Facilities for handling the encoding of an input.

template <typename T>
concept encoding = ;

An encoding determines how characters are encoded in the input by defining the type of individual code units and how they are used to form Unicode code points, if applicable. Its primary character type ::char_type is the actual character type an input gives you, but it can also have secondary character types which are also accepted but then internally normalized to the primary character type. Its integer type ::int_type is an integer type which can store any valid character type or a special EOF value. If this is the same type as the primary character type, some optimizations are possible.

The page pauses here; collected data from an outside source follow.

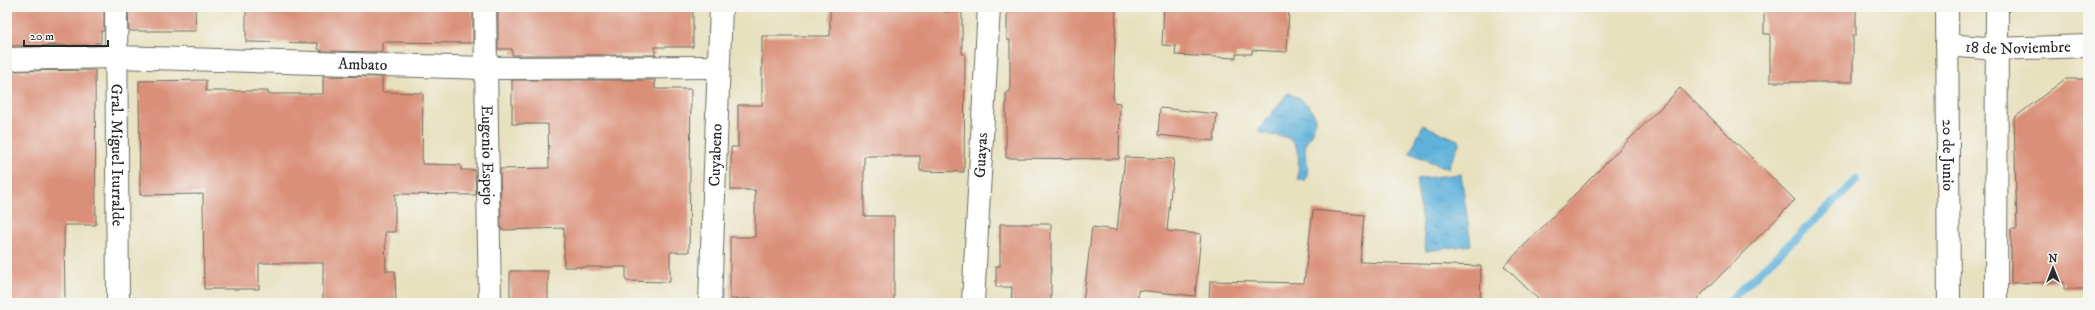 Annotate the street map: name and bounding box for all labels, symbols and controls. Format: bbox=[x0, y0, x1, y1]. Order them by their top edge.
scale bar bbox=[24, 22, 108, 48]
text: 20 m bbox=[30, 29, 54, 44]
street label: 18 de Noviembre bbox=[1964, 36, 2071, 59]
street label: Ambato bbox=[338, 54, 388, 75]
street label: Gral. Miguel Iturralde bbox=[107, 84, 127, 227]
street label: Eugenio Espejo bbox=[477, 105, 498, 205]
street label: 20 de Junio bbox=[1938, 119, 1958, 191]
street label: Cuyabeno bbox=[704, 123, 727, 187]
street label: Guayas bbox=[970, 132, 992, 178]
north arrow bbox=[2033, 248, 2073, 288]
text: N bbox=[2048, 252, 2058, 266]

Some rules require a certain encoding. For example, lexy::dsl::code_point does not work with lexy::default_encoding.

Supported encodings

lexy/encoding.hpp
namespace lexy
{
    struct default_encoding {}; // any 8-bit encoding

    struct ascii_encoding {}; // ASCII
    struct utf8_encoding  {}; // UTF-8
    struct utf16_encoding {}; // UTF-16
    struct utf32_encoding {}; // UTF-32

    struct byte_encoding {}; // not text
}

Tag types for the encodings supported by lexy.

The character types
Encoding Primary character type Secondary character type(s)

default_encoding

char

none

ascii_encoding

char

none

utf8_encoding

char8_t

char

utf16_encoding

char16_t

wchar_t (Windows only)

utf32_encoding

char32_t

wchar_t (Linux and related systems)

byte_encoding

unsigned char

char, std::byte

Each tag type corresponds to the encoding indicated and it uses the character types defined in the table above. If an encoding is specified, lexy assumes that the input is valid for this encoding and will not perform any checking unless otherwise indicated. If the input contains invalid code units or invalid sequences of code units, lexy may or may not generate bogus parse errors.

Note
For example, if the input contains the byte sequence lexy uses to encode EOF, which is never a valid code unit for the encoding, lexy will raise an unexpected EOF error before the actual end of the input.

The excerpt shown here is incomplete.